А во-вторых, его "Сентиментальное путешествие" прострочено ссылками на теоретические тексты, также создававшиеся по ходу авантюрных перипетий, скажем, на уже упомянутую статью "Связь приемов сюжетосложения с общими приемами стиля". Шкловский вполне сознает, "обнажает" свой прием мотива-рефрена: "Эта статья - как у киплинговской сказки о ките: "Подтяжки, не забудьте, пожалуйста, подтяжки!" (с. 158). У Киплинга в сказке "Откуда у кита такая глотка" настойчиво повторяемый мотив "подтяжек" в финале наконец срабатывает: с помощью своих подтяжек герой закрепляет решетку в пасти морского чудовища. Упорные теоретические труды комиссара, подпольщика и беглеца Шкловского и его друзей по ОПОЯЗу также дали свой результат: "Мы работали с 1917 года по 1922-й, создали научную школу и вкатили камень в гору" (с. 180). Создание научной школы - главный итог его скитаний и тщетных попыток "что-то направить" в реальной истории, где все развивалось, напротив, по энтропическому пути: "Не в гору - под гору шла революция" (с. 127).

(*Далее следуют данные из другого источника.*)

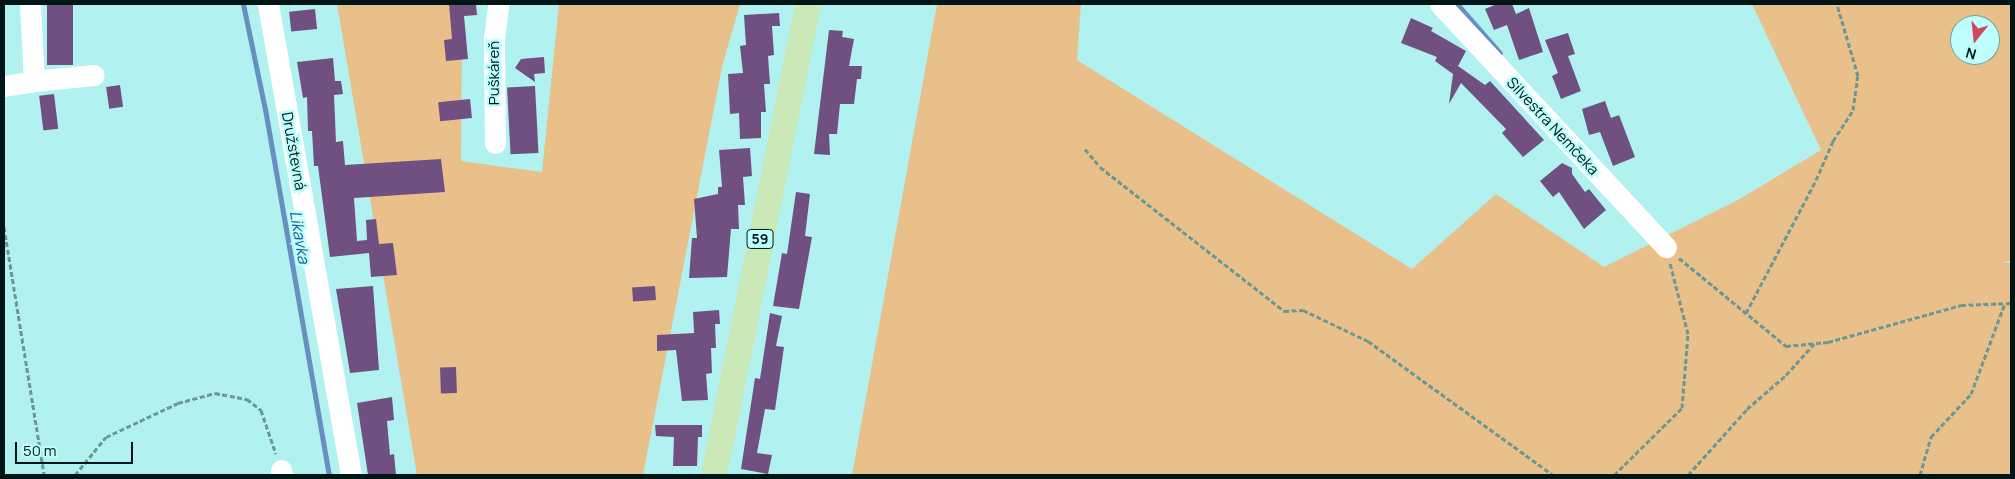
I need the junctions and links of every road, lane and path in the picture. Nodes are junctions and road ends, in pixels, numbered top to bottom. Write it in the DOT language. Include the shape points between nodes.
graph roads {
  1 [pos="30,4"];
  2 [pos="268,4"];
  3 [pos="498,4"];
  4 [pos="808,4"];
  5 [pos="1440,4"];
  6 [pos="1837,4"];
  7 [pos="94,75"];
  8 [pos="34,81"];
  9 [pos="4,86"];
  10 [pos="495,143"];
  11 [pos="1084,149"];
  12 [pos="4,227"];
  13 [pos="1666,247"];
  14 [pos="2005,303"];
  15 [pos="2011,303"];
  16 [pos="1746,313"];
  17 [pos="1814,344"];
  18 [pos="281,472"];
  19 [pos="44,475"];
  20 [pos="75,475"];
  21 [pos="351,475"];
  22 [pos="714,475"];
  23 [pos="1553,475"];
  24 [pos="1614,475"];
  25 [pos="1688,475"];
  26 [pos="1920,475"];
  1 -- 8 [label="street"];
  2 -- 21 [label="street, Družstevná"];
  3 -- 10 [label="street, Puškáreň" via="494,39"];
  4 -- 22 [label="main road, 59"];
  5 -- 13 [label="street, Silvestra Nemčeka"];
  6 -- 16 [label="path" via="1858,76 1853,110 1833,142"];
  7 -- 8 [label="street"];
  8 -- 9 [label="street"];
  11 -- 23 [label="path" via="1100,167 1284,311 1303,310 1368,341"];
  12 -- 19 [label="path"];
  13 -- 16 [label="path"];
  13 -- 24 [label="path" via="1688,334 1682,408"];
  14 -- 15 [label="path"];
  14 -- 17 [label="path" via="1961,305"];
  14 -- 26 [label="path" via="1971,394 1930,437"];
  16 -- 17 [label="path" via="1786,346"];
  17 -- 25 [label="path" via="1786,375 1747,409"];
  18 -- 20 [label="path" via="262,410 247,399 214,393 178,403 106,437"];
}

Результат достигнут ценой превращения себя в живое отсутствие, умения "жить в промежутках", превращения собственной жизни в подобие текста, где всегда есть промежутки - между словами, фразами, эпизодами, между рассказчиком и героем. Как автобиографический герой Шкловский горько переживает неслиянность мира, где приходится обитать; трагедия русской революции разбивает ему сердце. Но в качестве рассказчика-теоретика он деловито пользуется этим дискретно-фрагментарным, разъятым на кусочки миром как готовым полуфабрикатом для вещественной импровизации, "бриколяжа". Этот мир сам себя представляет в мрачно-ироническом свете - дворники делают наметельники из палок от плакатов, которые несли на расстрелянной большевиками демонстрации в поддержку Учредительного собрания, воинское подразделение живет зимой в холодном доме, перебираясь из комнаты в комнату, выжигая в них мебель, а затем употребляя оставленную комнату как яму для нечистот: "Это не столько свинство, сколько использование вещей с новой точки зрения и слабость" (с. 180). Рассказчик, сам искренне сочувствующий Учредительному собранию и, конечно, не отрицающий преимуществ нормального клозета, относится к такой "слабости" с отстраненным пониманием - ведь в известном смысле "использование вещей с новой точки зрения" сходно с приемами конструирования художественной формы, ибо "искусство в основе иронично и разрушительно" (с. 226)8 . Его интонация по отношению к такой реальности двойственна, в ней ужас сочетается с сообщничеством, политическое разочарование - со стилистическим щегольством.